One only needs to pay attention to the contents at Clicks outlets to truly appreciate the gravity of the fact in the first paragraph. I mean what other explanation is there for removing eyelashes and drawing them back on? What other explanation is there for putting the car in reverse when travelling 120 KM/Ph. forward? What other explanation is there for finding men attractive? And what other explanation is there for beating your child and then beating them more so they keep quiet after your beating started them off anyway?
Insanity I tell you, absolute insanity that's the reason. But you can't help but marvel at the black women (even the white woman: however I bear no inclination to prophesying my undying love for you while skydiving over the Cape Town coast; that is just irresponsible behaviour). The black woman is a strong woman, a kind woman, a beautiful woman – the black woman is love personified! Some deep stuff to illustrate insanity I know.
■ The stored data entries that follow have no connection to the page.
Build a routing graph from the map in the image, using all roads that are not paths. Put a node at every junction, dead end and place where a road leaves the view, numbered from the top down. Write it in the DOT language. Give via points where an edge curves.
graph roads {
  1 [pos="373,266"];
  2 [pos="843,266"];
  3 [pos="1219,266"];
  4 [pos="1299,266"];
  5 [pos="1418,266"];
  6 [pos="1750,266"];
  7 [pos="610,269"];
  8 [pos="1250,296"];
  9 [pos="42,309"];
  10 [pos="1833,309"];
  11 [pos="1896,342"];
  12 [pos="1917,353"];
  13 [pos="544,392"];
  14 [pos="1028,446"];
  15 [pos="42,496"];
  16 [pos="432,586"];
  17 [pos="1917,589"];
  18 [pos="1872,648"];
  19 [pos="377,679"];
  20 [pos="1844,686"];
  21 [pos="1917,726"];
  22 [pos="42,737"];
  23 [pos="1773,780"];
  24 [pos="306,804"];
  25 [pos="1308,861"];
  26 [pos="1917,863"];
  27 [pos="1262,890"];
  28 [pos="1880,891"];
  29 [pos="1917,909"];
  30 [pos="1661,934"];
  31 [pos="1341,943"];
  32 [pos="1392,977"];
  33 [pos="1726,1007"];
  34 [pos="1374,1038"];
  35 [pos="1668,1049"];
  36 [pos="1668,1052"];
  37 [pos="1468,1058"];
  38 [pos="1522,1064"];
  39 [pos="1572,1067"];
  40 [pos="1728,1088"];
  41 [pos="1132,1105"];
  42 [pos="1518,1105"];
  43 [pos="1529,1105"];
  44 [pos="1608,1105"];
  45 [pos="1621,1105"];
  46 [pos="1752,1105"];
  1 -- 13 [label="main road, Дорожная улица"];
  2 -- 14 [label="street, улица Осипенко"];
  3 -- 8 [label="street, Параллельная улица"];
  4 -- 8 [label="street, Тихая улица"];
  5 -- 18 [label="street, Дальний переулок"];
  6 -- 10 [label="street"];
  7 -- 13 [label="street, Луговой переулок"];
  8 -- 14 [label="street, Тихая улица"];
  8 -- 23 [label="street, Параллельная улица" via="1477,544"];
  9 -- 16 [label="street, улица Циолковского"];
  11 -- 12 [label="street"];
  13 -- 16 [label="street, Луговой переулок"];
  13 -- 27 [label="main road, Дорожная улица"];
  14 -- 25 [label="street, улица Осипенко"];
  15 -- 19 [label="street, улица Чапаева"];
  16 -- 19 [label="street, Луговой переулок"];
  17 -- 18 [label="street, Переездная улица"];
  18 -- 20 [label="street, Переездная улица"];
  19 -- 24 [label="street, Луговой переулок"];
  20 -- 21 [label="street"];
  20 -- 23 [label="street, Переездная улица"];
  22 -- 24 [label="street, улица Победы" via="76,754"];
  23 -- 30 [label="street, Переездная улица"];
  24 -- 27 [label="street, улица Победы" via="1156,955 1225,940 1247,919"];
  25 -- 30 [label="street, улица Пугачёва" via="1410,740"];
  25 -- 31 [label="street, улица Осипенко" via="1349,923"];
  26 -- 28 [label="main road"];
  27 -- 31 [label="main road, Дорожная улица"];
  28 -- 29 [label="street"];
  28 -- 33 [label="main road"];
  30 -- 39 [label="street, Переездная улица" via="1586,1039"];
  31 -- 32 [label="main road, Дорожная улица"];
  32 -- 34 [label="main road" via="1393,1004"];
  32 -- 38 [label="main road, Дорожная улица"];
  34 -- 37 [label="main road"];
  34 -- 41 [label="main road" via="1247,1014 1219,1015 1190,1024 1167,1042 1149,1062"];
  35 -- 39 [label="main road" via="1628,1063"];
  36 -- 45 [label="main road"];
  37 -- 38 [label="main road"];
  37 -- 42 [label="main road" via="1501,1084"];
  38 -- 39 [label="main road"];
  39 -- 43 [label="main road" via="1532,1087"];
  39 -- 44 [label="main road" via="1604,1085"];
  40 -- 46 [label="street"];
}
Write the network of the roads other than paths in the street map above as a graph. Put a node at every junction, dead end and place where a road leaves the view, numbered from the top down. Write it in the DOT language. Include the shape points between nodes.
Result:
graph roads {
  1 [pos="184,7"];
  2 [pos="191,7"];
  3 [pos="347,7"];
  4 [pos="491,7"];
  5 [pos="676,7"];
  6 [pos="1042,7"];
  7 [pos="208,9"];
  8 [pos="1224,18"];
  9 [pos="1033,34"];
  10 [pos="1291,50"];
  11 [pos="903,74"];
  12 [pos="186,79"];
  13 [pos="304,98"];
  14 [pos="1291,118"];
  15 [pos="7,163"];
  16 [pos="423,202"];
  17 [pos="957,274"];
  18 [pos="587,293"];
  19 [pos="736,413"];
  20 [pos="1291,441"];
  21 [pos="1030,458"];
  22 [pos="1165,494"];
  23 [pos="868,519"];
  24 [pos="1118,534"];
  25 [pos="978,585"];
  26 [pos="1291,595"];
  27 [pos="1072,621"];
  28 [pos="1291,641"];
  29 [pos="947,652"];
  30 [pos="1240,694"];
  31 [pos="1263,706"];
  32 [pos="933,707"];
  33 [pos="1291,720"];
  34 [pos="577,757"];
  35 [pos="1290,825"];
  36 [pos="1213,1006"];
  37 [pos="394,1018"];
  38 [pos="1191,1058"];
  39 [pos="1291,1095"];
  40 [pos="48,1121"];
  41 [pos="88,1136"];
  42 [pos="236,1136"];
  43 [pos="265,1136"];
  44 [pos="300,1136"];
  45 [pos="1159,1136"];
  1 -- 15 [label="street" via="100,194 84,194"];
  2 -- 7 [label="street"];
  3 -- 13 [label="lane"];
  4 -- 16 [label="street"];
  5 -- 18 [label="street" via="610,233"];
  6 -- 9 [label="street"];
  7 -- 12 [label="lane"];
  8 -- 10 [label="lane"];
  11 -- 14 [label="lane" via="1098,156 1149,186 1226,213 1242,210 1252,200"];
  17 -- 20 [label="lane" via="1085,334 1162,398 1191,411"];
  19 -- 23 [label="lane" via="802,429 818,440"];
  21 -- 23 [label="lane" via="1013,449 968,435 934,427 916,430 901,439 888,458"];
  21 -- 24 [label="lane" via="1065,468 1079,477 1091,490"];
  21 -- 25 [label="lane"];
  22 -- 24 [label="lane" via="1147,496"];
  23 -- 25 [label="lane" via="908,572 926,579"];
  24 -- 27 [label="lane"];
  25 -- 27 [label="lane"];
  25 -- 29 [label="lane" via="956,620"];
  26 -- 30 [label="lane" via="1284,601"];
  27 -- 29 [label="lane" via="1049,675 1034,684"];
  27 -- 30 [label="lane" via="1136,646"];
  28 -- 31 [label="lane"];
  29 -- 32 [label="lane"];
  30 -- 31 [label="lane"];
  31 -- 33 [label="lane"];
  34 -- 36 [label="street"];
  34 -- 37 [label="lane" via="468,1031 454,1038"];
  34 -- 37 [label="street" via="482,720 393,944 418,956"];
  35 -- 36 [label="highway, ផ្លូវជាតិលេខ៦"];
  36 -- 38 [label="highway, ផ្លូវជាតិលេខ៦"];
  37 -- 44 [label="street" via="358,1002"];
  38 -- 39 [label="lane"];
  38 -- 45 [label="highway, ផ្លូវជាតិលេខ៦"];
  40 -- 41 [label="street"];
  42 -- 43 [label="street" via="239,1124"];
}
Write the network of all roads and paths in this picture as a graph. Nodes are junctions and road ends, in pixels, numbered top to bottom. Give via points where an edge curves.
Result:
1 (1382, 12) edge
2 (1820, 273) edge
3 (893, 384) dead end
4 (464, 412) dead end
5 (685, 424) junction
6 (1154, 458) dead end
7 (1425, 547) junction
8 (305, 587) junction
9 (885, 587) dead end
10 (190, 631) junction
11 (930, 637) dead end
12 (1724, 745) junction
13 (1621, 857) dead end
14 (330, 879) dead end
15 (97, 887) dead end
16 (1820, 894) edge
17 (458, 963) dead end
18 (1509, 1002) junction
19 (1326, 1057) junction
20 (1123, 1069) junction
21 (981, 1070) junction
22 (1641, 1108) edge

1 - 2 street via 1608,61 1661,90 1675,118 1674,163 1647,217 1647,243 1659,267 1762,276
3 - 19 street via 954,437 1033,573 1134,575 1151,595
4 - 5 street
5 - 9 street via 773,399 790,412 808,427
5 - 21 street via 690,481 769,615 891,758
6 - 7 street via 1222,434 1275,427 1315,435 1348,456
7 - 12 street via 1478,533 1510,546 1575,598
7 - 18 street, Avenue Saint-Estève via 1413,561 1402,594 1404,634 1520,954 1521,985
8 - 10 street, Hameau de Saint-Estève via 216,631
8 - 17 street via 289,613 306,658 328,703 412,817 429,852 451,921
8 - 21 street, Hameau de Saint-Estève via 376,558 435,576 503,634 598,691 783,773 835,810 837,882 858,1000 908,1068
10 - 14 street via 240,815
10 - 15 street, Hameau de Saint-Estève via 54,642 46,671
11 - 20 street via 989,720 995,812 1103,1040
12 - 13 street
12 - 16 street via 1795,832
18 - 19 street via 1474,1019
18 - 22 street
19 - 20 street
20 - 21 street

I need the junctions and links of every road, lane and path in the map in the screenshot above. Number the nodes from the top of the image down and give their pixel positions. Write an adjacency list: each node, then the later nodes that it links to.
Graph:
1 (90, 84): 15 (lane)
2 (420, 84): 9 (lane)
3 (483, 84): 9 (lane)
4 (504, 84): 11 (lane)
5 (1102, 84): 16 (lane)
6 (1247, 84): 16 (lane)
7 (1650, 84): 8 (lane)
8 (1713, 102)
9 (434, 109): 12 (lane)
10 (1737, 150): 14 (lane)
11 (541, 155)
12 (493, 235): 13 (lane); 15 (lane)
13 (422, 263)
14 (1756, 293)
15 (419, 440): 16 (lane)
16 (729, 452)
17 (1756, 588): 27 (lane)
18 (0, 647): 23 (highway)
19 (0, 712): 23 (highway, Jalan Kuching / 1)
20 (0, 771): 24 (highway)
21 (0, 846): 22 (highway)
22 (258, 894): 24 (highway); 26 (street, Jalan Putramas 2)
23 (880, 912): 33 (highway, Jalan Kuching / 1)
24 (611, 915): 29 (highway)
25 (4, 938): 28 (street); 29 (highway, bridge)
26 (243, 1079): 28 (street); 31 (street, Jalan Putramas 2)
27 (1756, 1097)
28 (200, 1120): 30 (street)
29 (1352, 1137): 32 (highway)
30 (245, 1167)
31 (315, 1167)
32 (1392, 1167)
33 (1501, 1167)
Now that I have gotten the proverbial buttering out of the way, let me return to this suicide note of mine. Some black women are crazy – and I use the word “some” very carefully, because some day a very unfortunate woman will have to hear me bark “Honey I'm home” every Monday to Friday; in which case I don't want this discussion to be used as ammunition. But that's another story for a different day. As mentioned in earlier posts, I grew up in Soweto. We used to live in a very modest three room house till my grandfather retired and with his reward for long service the old timer didn't go out and get himself a fancy Merc; instead, he built my grandmother a beautiful home. (good looking out old timer)
For some good 15 years I was the only grandson in the house, so you can imagine how a cute I looked as a chubby, big headed bespectacled boy who grandmother used to take along with her every time she went grocery shopping. I was the envy of adults in bad health who couldn't munch sweets in succession… So that is my grandmother, sweet and kind – then there was “Magriza”, My grandmother's alter ego (Magrizas is a common term of endearment used when calling an old woman. But in my case this was no term of endearment). Magriza was a term reserved for when I was the recipient of some passionate ass whipping sessions every week thanks to getting in to the house after 6pm. These phenomenal posterior shaping sessions have contributed to the God-fearing young man that I am today.
I love my black women, through all their red lips, purple razor cuts and Indian hair they endeavour so much to have; I love them. But be careful for even though the black woman is a worthy ally, she is also a cunning enemy who wouldn't hesitate to make known to the world the terrible things you say about it when you mess up. That is why when I get married best believe I will be a sweetheart – God and my wife will know the terrible things I say about you people, and we know that that is what marriage is all about aside from eternal love – it is the bedroom gossip when the kids are asleep. If Jozi FM had a microphone in every bedroom in South Africa we wouldn't need television.
I now invite all you feminists and all feminist sympathisers to tell me how much of an ignorant misogynist with no back bone I am. Well I have news for all of you – if the shoe fits, Cinderella will wear it.